WHAT NEEDS TO BE DONE: Scan the entries below for the word "positions". Copy out every line in which it occurs.

PROVIDED DATA:

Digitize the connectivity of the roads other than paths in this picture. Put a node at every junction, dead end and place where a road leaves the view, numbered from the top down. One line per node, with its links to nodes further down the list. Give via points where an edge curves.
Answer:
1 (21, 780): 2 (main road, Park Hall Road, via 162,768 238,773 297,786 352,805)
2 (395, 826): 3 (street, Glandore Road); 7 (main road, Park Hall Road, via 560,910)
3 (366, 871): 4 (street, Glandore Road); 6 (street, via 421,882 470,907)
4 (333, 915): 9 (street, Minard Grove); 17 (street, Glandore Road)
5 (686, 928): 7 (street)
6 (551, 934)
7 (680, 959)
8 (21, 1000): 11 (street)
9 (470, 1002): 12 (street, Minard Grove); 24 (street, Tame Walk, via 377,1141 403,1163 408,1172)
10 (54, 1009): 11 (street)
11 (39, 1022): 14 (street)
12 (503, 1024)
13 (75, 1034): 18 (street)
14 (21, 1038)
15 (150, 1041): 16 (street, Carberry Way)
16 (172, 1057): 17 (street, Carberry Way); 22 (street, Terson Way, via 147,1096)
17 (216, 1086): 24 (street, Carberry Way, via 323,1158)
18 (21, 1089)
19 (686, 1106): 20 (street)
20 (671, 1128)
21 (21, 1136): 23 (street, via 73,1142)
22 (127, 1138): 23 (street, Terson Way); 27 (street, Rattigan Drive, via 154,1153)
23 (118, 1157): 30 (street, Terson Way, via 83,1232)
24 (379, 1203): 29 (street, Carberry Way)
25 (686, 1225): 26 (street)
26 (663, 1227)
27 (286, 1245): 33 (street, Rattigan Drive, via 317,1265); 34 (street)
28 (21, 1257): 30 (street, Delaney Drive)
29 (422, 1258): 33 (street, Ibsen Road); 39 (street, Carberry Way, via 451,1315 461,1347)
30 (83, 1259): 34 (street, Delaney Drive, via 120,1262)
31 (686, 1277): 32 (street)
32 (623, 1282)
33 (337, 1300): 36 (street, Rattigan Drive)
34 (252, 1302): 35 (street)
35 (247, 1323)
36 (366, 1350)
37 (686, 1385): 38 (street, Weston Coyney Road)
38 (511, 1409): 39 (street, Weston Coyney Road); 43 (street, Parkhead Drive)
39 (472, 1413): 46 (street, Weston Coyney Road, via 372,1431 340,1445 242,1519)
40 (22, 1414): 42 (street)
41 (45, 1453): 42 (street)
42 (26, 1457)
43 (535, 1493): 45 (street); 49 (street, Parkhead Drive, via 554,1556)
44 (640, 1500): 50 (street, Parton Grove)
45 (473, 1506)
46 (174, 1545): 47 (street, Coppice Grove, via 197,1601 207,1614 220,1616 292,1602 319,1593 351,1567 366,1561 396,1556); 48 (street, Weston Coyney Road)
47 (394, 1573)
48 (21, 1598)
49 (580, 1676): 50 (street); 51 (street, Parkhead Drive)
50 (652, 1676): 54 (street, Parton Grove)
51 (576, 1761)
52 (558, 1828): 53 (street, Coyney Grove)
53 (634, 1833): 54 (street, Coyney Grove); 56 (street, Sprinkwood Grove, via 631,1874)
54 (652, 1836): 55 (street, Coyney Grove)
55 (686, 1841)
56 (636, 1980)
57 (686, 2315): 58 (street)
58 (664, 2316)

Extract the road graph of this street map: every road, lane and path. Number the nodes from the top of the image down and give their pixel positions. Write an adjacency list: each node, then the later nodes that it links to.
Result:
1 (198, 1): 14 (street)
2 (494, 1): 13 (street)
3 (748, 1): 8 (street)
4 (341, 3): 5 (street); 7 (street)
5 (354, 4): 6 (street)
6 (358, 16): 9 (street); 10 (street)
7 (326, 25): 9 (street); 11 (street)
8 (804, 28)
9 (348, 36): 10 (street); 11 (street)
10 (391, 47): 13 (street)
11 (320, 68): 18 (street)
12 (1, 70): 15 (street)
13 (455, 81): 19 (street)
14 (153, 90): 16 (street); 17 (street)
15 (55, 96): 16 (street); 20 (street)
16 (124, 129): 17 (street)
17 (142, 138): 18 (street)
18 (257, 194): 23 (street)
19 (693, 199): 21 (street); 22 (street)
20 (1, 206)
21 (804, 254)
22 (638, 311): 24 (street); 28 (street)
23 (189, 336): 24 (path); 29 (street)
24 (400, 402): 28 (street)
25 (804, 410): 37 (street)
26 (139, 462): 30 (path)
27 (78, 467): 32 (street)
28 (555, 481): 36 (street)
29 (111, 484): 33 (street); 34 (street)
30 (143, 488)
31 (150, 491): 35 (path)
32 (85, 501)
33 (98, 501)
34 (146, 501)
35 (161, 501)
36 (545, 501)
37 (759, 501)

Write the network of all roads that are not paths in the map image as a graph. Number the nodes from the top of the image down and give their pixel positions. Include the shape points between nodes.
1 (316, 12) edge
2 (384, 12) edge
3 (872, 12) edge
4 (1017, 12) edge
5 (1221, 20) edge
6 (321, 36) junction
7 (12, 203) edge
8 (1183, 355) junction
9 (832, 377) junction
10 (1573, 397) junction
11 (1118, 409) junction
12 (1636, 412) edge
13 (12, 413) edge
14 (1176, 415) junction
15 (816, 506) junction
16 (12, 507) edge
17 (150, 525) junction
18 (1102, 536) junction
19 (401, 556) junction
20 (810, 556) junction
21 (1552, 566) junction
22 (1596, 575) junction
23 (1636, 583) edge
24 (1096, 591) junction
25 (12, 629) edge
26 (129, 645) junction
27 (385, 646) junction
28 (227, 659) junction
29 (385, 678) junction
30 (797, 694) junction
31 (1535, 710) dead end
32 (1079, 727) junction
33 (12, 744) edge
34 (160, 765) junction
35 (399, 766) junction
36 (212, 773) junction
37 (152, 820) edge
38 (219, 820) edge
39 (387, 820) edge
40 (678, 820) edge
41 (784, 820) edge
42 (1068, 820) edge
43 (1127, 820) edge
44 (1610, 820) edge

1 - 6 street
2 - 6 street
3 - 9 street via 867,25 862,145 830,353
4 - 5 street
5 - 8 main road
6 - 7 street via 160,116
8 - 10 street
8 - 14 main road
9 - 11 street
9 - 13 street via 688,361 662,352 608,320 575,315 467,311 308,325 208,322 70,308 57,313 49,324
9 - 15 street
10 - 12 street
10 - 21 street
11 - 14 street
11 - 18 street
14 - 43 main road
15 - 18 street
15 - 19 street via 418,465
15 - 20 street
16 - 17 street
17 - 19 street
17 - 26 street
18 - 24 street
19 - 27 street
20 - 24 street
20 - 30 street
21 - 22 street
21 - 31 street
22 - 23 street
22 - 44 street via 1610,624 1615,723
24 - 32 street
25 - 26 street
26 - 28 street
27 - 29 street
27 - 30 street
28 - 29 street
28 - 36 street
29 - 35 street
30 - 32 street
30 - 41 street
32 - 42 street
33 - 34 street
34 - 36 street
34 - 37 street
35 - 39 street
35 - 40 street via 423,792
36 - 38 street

RESPONSE AREA:
Extract the road graph of this street map: every road, lane and path. Number the nodes from the top of the image down and give their pixel positions. Write an adjacency list: each node, then the later nodes that it links to.
Write the network of all roads that are not paths in the map image as a graph. Number the nodes from the top of the image down and give their pixel positions. Include the shape points between nodes.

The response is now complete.